[Excerpts from a dataset]
┄┄┄┄┄┄┄┄┄┄┄┄┄┄┄┄┄┄┄┄

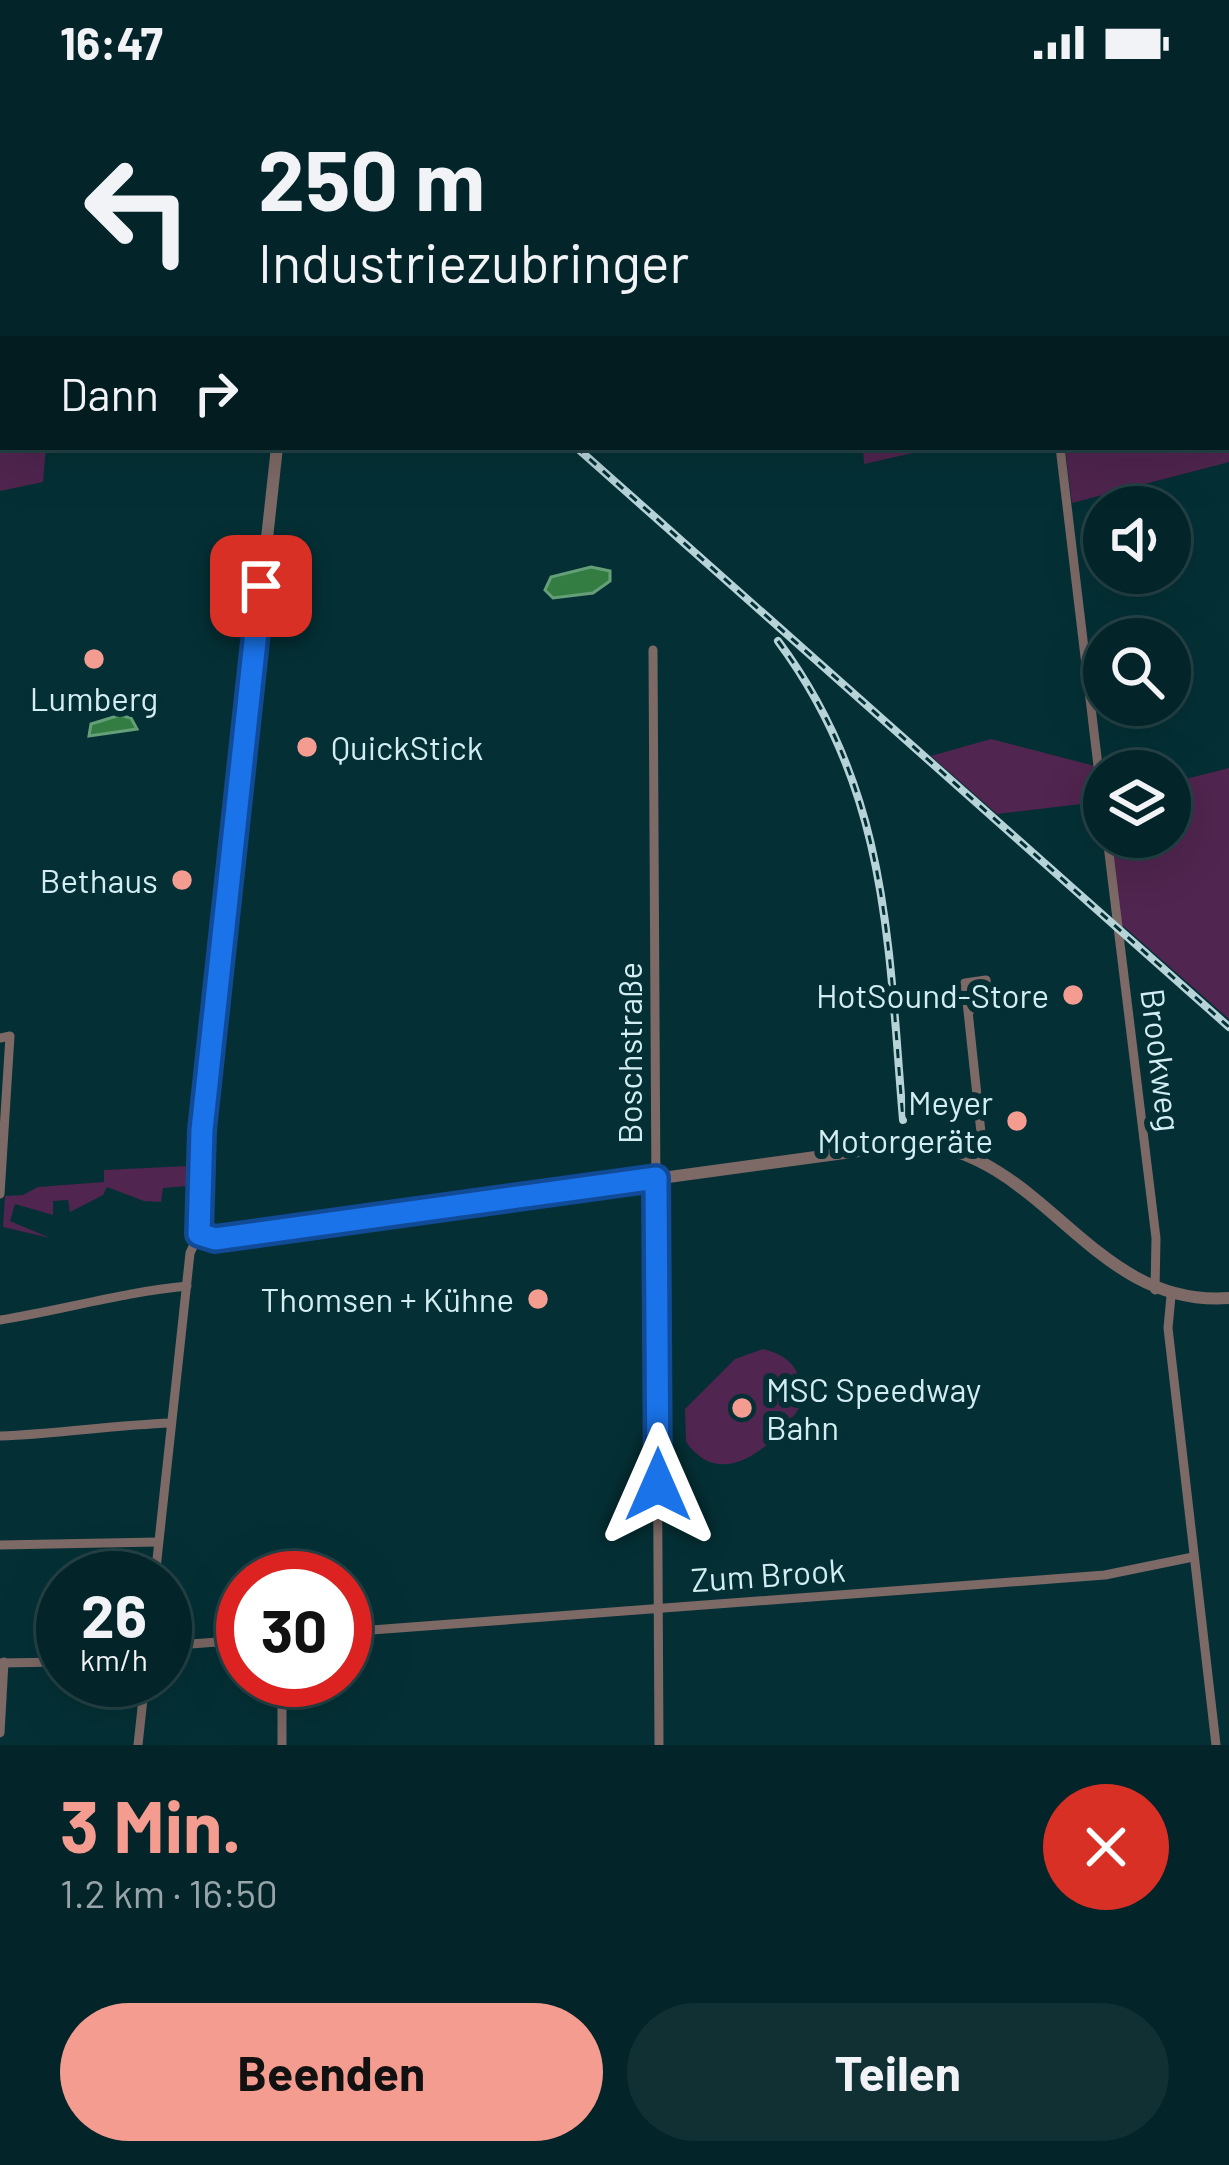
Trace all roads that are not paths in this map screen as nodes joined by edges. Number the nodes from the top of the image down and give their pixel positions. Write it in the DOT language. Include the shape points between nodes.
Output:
graph roads {
  1 [pos="277,450"];
  2 [pos="1060,450"];
  3 [pos="653,650"];
  4 [pos="1096,750"];
  5 [pos="1109,858"];
  6 [pos="969,1012"];
  7 [pos="5,1037"];
  8 [pos="976,1156"];
  9 [pos="1,1174"];
  10 [pos="656,1178"];
  11 [pos="0,1194"];
  12 [pos="199,1234"];
  13 [pos="187,1286"];
  14 [pos="1155,1290"];
  15 [pos="1171,1296"];
  16 [pos="1229,1298"];
  17 [pos="0,1320"];
  18 [pos="172,1424"];
  19 [pos="0,1436"];
  20 [pos="158,1542"];
  21 [pos="0,1544"];
  22 [pos="157,1551"];
  23 [pos="1193,1557"];
  24 [pos="659,1609"];
  25 [pos="372,1630"];
  26 [pos="36,1662"];
  27 [pos="2,1663"];
  28 [pos="142,1707"];
  29 [pos="282,1707"];
  30 [pos="0,1733"];
  31 [pos="138,1745"];
  32 [pos="281,1745"];
  33 [pos="659,1745"];
  34 [pos="1216,1745"];
  1 -- 12 [label="street" via="211,1041"];
  2 -- 4 [label="street"];
  3 -- 10 [label="street, Boschstraße"];
  5 -- 14 [label="street, Brookweg" via="1154,1217"];
  6 -- 8 [label="street" via="982,1142"];
  7 -- 9 [label="street"];
  8 -- 10 [label="street" via="949,1146 882,1146"];
  8 -- 14 [label="street"];
  9 -- 11 [label="street"];
  10 -- 12 [label="street" via="215,1239"];
  10 -- 24 [label="street, Boschstraße"];
  12 -- 13 [label="street"];
  13 -- 17 [label="street"];
  13 -- 18 [label="street"];
  14 -- 15 [label="street"];
  15 -- 16 [label="street"];
  15 -- 23 [label="street"];
  18 -- 19 [label="street"];
  18 -- 20 [label="street"];
  20 -- 21 [label="street"];
  20 -- 22 [label="street"];
  23 -- 24 [label="street, Zum Brook" via="1105,1575"];
  23 -- 34 [label="street"];
  24 -- 25 [label="street, Zum Brook"];
  24 -- 33 [label="street, Boschstraße"];
  26 -- 27 [label="street"];
  27 -- 30 [label="street"];
  28 -- 31 [label="street"];
  29 -- 32 [label="street"];
}
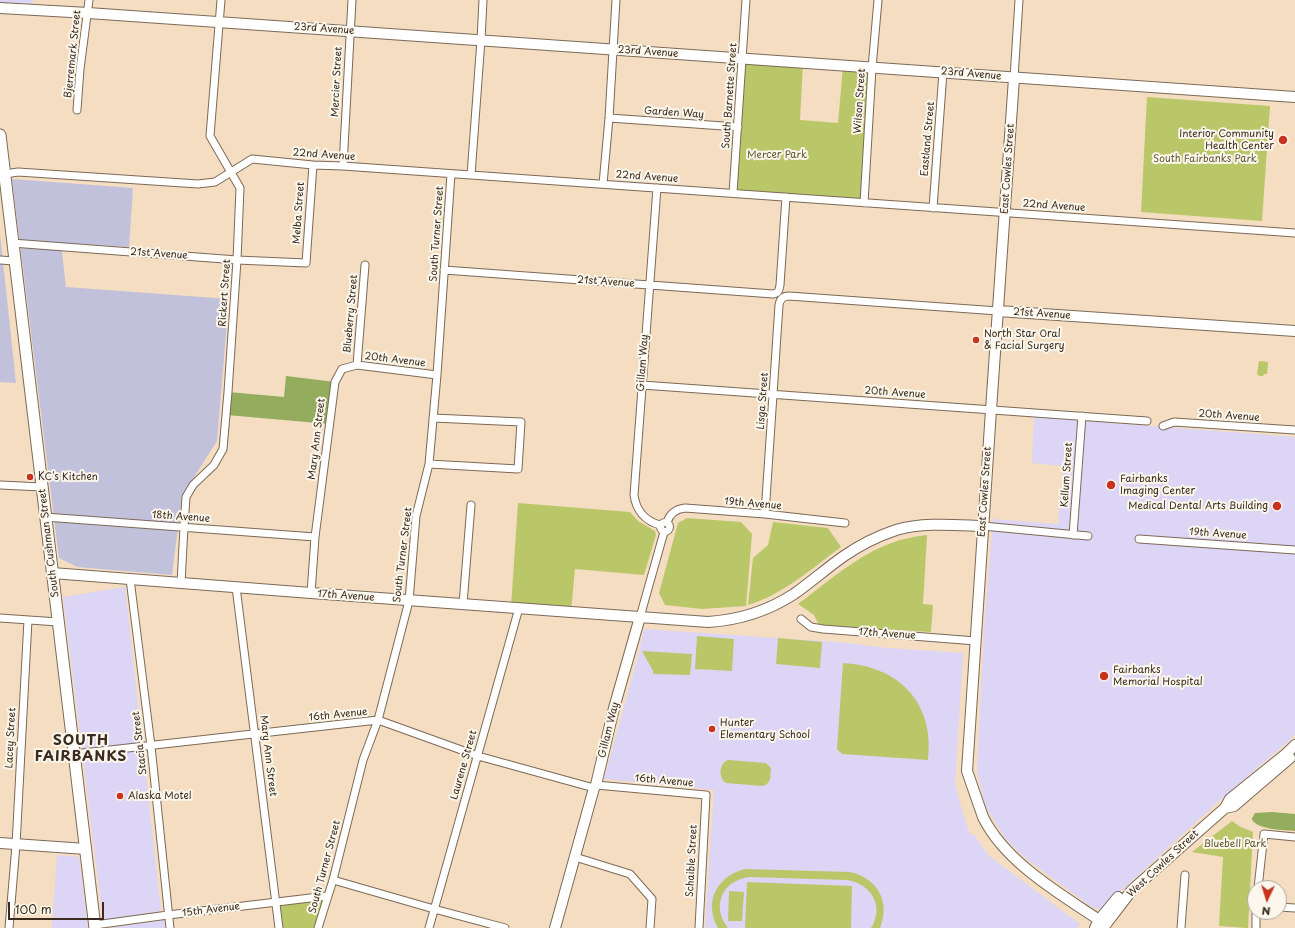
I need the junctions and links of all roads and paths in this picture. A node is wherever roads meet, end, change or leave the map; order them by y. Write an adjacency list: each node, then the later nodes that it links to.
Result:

┄┄┄┄┄┄┄┄┄┄┄┄┄┄┄┄┄┄┄┄

*EXERCISE:* An exact copy of the data is required, with the pictures excluded.

*RESPONSE AREA:*
Trace all roads that are not paths in this map screen as nodes joined by edges. Number the nodes from the top of the image down and give their pixel positions. Write it in the DOT language. Include the shape points between nodes.
Output:
graph roads {
  1 [pos="277,450"];
  2 [pos="1060,450"];
  3 [pos="653,650"];
  4 [pos="1096,750"];
  5 [pos="1109,858"];
  6 [pos="969,1012"];
  7 [pos="5,1037"];
  8 [pos="976,1156"];
  9 [pos="1,1174"];
  10 [pos="656,1178"];
  11 [pos="0,1194"];
  12 [pos="199,1234"];
  13 [pos="187,1286"];
  14 [pos="1155,1290"];
  15 [pos="1171,1296"];
  16 [pos="1229,1298"];
  17 [pos="0,1320"];
  18 [pos="172,1424"];
  19 [pos="0,1436"];
  20 [pos="158,1542"];
  21 [pos="0,1544"];
  22 [pos="157,1551"];
  23 [pos="1193,1557"];
  24 [pos="659,1609"];
  25 [pos="372,1630"];
  26 [pos="36,1662"];
  27 [pos="2,1663"];
  28 [pos="142,1707"];
  29 [pos="282,1707"];
  30 [pos="0,1733"];
  31 [pos="138,1745"];
  32 [pos="281,1745"];
  33 [pos="659,1745"];
  34 [pos="1216,1745"];
  1 -- 12 [label="street" via="211,1041"];
  2 -- 4 [label="street"];
  3 -- 10 [label="street, Boschstraße"];
  5 -- 14 [label="street, Brookweg" via="1154,1217"];
  6 -- 8 [label="street" via="982,1142"];
  7 -- 9 [label="street"];
  8 -- 10 [label="street" via="949,1146 882,1146"];
  8 -- 14 [label="street"];
  9 -- 11 [label="street"];
  10 -- 12 [label="street" via="215,1239"];
  10 -- 24 [label="street, Boschstraße"];
  12 -- 13 [label="street"];
  13 -- 17 [label="street"];
  13 -- 18 [label="street"];
  14 -- 15 [label="street"];
  15 -- 16 [label="street"];
  15 -- 23 [label="street"];
  18 -- 19 [label="street"];
  18 -- 20 [label="street"];
  20 -- 21 [label="street"];
  20 -- 22 [label="street"];
  23 -- 24 [label="street, Zum Brook" via="1105,1575"];
  23 -- 34 [label="street"];
  24 -- 25 [label="street, Zum Brook"];
  24 -- 33 [label="street, Boschstraße"];
  26 -- 27 [label="street"];
  27 -- 30 [label="street"];
  28 -- 31 [label="street"];
  29 -- 32 [label="street"];
}
I need the junctions and links of all roads and paths in this picture. A node is wherever roads meet, end, change or leave the map; order them by y. Write an adjacency list: each node, then the later nodes that it links to.
Result:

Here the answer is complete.